Let the actual training commence!!
Friends, I love running fast. Over the last couple of years I've also learned to love leisurely long runs and chunks of slow, easy base training, but letting loose for some heart-pounding intervals on the track or a comfortably-hard-but-not-TOO-hard tempo run is still my favorite part of training for a goal race. In fact, this is how I knew I needed a break back in February/March--when I'd see those workouts on my plan and feel dread, and wiping the training schedule clean felt like such a relief. And that's how I've known I'm ready to get back to work--starting to feel a bit bored with slow, easy jogging, and excited about scary-sounding paces.
Don't get me wrong, though; those first few post-base training workouts are never easy, and this week was no exception.
It was a short one since we didn't get back from Hawai'i until early Wednesday morning. Like most runners, at this point I know what all my funny little biomechanical things are, all the places that are injury prone if I don't tend to them with stretching and rolling and strength work (and let's be honest, I really have not been as of late).
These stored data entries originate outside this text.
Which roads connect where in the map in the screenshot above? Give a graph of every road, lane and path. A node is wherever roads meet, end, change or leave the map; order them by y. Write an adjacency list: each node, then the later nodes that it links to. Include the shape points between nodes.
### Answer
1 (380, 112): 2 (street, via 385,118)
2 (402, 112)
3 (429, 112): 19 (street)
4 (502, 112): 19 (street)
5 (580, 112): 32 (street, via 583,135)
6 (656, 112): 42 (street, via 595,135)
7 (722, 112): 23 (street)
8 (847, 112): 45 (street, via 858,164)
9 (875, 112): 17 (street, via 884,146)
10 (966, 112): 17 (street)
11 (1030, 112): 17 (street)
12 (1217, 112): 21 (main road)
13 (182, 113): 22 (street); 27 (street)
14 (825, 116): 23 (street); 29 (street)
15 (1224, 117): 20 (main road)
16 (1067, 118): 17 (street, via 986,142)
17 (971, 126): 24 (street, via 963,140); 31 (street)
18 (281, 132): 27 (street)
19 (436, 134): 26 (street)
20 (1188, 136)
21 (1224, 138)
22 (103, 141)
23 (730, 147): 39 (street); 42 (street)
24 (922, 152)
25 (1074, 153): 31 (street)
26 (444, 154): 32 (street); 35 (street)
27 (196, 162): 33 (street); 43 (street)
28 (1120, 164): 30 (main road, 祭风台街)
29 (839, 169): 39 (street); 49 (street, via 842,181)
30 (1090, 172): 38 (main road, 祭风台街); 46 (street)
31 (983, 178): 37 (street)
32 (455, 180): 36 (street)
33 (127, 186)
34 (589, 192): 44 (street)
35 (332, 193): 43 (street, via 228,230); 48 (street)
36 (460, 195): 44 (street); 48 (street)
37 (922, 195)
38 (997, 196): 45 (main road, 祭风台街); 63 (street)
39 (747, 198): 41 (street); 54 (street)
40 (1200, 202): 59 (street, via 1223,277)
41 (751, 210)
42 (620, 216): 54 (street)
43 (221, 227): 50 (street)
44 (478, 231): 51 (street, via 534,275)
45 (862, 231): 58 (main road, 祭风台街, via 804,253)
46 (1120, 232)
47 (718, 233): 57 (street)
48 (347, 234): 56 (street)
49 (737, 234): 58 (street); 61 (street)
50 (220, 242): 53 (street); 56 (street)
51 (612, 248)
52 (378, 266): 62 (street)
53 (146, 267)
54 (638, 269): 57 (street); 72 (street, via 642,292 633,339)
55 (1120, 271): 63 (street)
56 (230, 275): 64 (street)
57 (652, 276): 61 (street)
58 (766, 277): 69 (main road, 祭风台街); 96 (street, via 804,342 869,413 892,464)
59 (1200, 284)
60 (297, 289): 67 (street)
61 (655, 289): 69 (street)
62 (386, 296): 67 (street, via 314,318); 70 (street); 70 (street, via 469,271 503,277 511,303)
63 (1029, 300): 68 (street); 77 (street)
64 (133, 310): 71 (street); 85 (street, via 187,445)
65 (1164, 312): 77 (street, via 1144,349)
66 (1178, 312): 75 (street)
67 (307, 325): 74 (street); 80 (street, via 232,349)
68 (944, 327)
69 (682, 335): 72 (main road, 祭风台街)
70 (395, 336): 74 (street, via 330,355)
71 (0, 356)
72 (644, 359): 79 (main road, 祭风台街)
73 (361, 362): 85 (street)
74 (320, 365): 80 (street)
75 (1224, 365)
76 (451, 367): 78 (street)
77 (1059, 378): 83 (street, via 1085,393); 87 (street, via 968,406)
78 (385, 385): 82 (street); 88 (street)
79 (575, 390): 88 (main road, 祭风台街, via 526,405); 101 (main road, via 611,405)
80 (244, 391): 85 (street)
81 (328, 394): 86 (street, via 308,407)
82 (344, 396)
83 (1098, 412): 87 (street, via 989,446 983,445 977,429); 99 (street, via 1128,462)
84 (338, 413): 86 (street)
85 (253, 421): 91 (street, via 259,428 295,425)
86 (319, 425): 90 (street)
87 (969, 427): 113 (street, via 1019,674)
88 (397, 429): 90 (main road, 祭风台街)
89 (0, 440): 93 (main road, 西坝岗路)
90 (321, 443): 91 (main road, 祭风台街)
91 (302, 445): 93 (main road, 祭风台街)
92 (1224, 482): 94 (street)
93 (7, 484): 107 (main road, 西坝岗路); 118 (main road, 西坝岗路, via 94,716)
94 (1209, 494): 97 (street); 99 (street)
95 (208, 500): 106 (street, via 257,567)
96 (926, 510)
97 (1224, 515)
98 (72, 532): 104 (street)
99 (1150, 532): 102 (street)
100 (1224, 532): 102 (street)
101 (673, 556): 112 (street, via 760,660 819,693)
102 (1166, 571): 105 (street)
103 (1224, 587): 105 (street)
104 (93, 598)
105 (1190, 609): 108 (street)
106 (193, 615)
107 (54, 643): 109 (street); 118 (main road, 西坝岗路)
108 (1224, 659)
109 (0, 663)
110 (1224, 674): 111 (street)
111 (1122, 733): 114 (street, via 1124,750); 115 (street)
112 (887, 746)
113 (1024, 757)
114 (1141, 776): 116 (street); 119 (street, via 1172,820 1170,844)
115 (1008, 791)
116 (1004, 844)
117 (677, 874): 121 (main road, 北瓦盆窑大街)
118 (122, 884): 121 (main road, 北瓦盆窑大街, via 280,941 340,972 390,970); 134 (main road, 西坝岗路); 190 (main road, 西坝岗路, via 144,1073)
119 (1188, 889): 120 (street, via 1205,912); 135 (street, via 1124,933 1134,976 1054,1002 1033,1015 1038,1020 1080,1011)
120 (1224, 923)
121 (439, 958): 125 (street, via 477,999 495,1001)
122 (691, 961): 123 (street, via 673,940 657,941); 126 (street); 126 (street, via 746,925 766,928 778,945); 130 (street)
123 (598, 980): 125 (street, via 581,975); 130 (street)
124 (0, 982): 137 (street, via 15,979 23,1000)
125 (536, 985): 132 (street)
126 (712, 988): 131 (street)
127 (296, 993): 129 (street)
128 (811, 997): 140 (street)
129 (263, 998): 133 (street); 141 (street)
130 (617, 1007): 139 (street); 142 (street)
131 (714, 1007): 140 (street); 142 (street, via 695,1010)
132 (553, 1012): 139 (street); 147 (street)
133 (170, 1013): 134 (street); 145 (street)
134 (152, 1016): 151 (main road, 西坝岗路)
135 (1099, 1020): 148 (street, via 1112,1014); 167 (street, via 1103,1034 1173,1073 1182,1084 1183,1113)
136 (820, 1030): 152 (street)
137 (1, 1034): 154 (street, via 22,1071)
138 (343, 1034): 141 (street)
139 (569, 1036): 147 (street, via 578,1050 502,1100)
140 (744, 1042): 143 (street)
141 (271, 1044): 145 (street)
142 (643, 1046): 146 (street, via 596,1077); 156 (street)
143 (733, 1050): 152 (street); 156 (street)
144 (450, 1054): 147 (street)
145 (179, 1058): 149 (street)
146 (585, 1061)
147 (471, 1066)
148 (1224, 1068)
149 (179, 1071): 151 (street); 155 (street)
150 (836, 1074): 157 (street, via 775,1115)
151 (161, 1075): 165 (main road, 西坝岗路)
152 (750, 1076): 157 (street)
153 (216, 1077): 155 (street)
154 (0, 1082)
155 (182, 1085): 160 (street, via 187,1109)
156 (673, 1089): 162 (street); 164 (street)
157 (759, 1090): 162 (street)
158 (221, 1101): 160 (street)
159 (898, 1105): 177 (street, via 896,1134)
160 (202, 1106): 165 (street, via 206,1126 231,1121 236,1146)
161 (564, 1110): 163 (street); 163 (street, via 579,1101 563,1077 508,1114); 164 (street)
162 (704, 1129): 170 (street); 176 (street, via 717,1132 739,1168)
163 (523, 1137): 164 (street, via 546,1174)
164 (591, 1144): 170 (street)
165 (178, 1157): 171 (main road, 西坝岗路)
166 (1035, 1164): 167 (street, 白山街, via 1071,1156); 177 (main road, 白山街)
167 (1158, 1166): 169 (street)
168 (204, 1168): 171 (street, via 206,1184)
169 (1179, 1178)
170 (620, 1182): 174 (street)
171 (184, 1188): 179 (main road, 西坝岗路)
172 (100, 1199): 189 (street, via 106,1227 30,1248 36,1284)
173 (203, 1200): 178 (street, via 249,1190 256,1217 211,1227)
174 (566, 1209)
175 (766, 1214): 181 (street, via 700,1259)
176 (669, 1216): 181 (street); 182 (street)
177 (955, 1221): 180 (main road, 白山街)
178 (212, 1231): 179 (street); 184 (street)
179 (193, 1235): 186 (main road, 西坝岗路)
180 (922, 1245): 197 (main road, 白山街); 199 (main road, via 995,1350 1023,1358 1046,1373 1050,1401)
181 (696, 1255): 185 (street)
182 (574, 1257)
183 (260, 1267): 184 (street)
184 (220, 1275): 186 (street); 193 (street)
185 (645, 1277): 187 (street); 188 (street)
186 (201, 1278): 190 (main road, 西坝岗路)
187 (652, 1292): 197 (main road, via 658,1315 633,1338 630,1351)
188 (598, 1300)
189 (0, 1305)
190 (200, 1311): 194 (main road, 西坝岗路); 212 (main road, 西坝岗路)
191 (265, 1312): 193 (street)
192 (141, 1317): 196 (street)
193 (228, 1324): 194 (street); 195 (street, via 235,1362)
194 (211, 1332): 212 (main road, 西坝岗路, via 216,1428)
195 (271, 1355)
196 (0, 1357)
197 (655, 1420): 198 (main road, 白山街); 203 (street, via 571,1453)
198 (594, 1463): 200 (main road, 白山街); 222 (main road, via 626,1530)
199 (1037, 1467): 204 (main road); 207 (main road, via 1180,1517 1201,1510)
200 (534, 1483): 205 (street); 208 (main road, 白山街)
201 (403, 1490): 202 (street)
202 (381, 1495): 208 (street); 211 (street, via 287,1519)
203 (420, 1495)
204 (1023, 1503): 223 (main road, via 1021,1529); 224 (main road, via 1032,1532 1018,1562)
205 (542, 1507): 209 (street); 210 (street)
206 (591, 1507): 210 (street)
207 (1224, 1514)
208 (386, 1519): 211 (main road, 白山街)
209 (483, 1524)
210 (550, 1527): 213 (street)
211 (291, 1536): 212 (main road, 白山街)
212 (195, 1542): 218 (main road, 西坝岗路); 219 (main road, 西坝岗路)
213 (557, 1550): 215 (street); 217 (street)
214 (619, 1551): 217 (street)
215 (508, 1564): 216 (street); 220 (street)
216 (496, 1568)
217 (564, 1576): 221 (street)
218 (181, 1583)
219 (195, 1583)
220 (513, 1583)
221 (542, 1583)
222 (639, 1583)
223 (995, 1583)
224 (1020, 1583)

For some reason I still have this idea in my head that if I take a few days off or take a break from running due to vacation or recovery from a big race or whatever, all those things will heal up and I'll feel fresh and healthy and ready to run when I go back to it.
Except it's completely not true. Almost without exception, my cranky feet and gimpy right hip and curmudgeonly SI joints ALWAYS feel worse after a vacation or a week of post-race rest. It's actually getting back into running (and weirdly, running longer or faster or both) that settles them down (as long as I'm doing the work to take care of them).